Setting
The City is actually a structure that began on Earth. The mechanical beings known as Builders, which move around reforming and creating new landscapes, appear to have begun building without end, creating an enormous structure with little internal logic or coherence. There exists some kind of major isolation system between the gargantuan floors of The City. Between them, there are entire layers of an unknown, nearly-indestructible material called "the megastructure". Attempts to approach the megastructure result in a massive safeguard response so as to prevent trespassing. Bypassing the safeguard is pointless, as it is nearly impossible to even scratch the megastructure. Only a direct Gravitational Beam Emitter blast is known to have been capable of digging a hole into a megastructure.
The City, and the Builders, were controlled by the Netsphere and the Authority but they have since lost the power to control the expansion of The City due to the chaotic and insecure manner of its growth. Without intervention by a user with Net Terminal Genes they cannot reestablish control over The City nor the Safeguards, whose original job was to eliminate any humans who try to access the Netsphere without Net Terminal Genes. The Safeguard now attempts to destroy all humans without the Net Terminal Gene as the degradation of The City has corrupted their true goals.
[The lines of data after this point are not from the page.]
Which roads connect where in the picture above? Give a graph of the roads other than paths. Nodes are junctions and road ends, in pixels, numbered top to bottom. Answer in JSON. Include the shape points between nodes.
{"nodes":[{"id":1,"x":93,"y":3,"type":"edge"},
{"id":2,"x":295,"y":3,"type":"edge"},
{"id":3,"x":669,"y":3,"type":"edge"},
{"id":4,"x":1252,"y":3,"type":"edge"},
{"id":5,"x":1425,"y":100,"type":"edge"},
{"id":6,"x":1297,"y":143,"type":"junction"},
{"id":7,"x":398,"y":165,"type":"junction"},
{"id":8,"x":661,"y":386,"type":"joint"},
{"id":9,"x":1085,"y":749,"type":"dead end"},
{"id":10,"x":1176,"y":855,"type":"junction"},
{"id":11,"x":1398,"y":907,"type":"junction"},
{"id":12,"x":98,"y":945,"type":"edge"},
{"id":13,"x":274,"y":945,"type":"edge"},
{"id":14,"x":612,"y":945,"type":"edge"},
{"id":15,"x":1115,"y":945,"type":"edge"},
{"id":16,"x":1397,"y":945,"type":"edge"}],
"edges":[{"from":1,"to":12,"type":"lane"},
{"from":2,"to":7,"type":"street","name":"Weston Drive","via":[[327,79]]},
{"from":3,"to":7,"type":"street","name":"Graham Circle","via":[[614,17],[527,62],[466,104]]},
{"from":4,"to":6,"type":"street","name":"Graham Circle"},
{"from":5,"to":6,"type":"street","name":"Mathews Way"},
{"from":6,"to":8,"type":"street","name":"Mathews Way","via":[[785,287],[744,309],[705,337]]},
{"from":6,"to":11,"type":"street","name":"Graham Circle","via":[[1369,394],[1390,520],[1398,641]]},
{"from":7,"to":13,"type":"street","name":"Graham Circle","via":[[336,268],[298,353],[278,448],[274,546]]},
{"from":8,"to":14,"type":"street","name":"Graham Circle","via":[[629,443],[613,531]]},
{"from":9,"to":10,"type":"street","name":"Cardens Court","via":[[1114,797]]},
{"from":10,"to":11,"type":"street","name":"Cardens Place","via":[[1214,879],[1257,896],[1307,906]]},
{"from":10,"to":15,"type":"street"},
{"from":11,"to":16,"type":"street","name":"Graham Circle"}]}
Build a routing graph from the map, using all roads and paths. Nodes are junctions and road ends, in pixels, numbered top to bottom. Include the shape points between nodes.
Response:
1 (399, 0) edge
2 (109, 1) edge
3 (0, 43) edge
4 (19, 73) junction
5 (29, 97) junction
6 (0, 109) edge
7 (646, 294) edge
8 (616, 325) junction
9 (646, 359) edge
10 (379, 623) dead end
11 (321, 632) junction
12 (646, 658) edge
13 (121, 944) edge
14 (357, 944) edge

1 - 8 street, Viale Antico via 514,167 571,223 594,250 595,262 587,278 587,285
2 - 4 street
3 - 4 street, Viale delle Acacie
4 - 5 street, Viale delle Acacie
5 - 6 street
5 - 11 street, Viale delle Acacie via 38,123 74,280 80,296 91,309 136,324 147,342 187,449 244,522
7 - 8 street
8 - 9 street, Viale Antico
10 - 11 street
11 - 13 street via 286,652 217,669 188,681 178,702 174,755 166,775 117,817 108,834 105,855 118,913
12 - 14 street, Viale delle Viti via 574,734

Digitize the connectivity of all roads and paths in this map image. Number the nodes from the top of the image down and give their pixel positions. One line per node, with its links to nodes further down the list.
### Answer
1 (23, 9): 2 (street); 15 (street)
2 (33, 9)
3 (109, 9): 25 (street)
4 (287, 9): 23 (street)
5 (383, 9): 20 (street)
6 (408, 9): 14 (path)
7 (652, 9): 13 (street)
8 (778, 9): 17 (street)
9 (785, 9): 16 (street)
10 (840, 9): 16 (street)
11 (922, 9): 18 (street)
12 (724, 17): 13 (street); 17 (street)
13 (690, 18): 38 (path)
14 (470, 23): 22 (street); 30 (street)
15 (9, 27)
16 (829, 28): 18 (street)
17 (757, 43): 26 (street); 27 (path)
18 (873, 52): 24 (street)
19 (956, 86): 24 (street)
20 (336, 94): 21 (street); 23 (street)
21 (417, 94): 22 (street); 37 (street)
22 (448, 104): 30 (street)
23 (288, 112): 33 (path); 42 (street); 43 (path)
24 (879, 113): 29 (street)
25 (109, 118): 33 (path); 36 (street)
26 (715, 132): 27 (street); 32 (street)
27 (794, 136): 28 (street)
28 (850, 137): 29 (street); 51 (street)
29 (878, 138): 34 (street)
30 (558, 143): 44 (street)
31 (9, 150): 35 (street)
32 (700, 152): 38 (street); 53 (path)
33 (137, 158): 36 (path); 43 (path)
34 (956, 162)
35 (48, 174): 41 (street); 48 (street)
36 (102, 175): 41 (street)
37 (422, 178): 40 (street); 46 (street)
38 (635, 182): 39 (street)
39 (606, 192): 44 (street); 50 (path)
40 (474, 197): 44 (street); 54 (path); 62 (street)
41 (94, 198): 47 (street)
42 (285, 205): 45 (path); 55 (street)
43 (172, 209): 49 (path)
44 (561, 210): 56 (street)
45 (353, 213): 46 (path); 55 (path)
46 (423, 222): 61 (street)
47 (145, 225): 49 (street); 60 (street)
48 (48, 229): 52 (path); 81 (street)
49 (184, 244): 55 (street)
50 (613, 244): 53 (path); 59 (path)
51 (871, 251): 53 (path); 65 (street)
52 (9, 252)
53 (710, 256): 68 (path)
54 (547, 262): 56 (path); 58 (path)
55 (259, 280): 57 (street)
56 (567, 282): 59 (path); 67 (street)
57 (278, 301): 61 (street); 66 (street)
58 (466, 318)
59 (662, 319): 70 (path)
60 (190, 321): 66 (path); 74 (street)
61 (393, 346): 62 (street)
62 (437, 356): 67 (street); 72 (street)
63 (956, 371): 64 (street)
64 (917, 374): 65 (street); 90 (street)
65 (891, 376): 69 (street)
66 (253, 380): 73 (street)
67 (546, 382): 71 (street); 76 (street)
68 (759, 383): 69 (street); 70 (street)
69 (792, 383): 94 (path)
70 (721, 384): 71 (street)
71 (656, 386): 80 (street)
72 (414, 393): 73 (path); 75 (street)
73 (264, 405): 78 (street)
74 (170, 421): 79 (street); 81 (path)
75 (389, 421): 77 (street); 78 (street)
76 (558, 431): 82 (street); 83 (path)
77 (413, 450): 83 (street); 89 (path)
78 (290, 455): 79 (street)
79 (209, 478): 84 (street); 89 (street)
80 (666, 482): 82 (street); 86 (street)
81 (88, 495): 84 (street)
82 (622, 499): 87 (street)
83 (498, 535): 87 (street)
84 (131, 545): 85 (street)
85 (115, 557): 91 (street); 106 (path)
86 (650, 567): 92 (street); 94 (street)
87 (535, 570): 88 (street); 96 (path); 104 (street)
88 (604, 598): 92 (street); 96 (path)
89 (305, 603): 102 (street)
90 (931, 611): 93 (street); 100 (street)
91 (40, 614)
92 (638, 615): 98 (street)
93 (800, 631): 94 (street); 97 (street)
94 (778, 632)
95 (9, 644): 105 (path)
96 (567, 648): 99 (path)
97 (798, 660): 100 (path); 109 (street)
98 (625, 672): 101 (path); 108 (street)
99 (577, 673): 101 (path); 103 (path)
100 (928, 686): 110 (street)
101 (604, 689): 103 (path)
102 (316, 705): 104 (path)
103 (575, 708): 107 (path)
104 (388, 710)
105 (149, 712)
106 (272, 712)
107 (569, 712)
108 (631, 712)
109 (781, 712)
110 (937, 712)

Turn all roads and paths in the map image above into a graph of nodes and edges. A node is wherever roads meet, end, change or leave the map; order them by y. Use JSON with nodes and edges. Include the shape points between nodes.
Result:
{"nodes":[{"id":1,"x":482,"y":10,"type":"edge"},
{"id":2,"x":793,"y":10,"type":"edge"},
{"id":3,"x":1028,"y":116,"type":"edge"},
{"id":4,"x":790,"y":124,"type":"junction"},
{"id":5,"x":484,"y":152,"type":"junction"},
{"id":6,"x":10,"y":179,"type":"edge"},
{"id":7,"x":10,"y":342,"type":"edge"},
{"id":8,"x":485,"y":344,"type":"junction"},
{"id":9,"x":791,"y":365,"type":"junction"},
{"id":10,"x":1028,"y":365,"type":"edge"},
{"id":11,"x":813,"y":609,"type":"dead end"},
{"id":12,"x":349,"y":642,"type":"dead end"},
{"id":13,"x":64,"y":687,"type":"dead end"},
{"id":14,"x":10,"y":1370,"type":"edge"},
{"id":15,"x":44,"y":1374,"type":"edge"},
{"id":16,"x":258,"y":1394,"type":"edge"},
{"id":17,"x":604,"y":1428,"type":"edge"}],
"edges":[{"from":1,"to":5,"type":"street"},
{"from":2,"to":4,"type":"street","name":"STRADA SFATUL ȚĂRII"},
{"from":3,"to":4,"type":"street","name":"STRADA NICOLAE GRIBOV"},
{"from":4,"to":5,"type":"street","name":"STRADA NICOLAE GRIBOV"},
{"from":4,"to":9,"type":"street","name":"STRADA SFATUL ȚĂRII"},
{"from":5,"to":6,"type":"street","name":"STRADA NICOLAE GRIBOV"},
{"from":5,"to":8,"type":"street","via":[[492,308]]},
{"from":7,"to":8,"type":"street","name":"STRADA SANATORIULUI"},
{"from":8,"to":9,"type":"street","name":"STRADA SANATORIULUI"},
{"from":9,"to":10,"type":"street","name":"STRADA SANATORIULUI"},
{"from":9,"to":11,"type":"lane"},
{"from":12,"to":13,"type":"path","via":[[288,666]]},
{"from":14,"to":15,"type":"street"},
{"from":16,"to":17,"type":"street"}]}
In regards to the scale of the structure, NOiSE, the prequel to Blame!, states in its final chapter that "At one point even the Moon, which used to be up in the sky above, was integrated into The City's structure". It has been suggested by Tsutomu Nihei himself in his artbook Blame! and So On that the scale of The City is beyond that of a Dyson sphere, reaching Jupiter's planetary orbit (32.675 AU, or roughly 4,901,250,000 km); this is also suggested in scenarios such as Blame! vol. 9, where Killy finds himself having to travel through a room roughly the size of Jupiter (roughly 143,000 km.).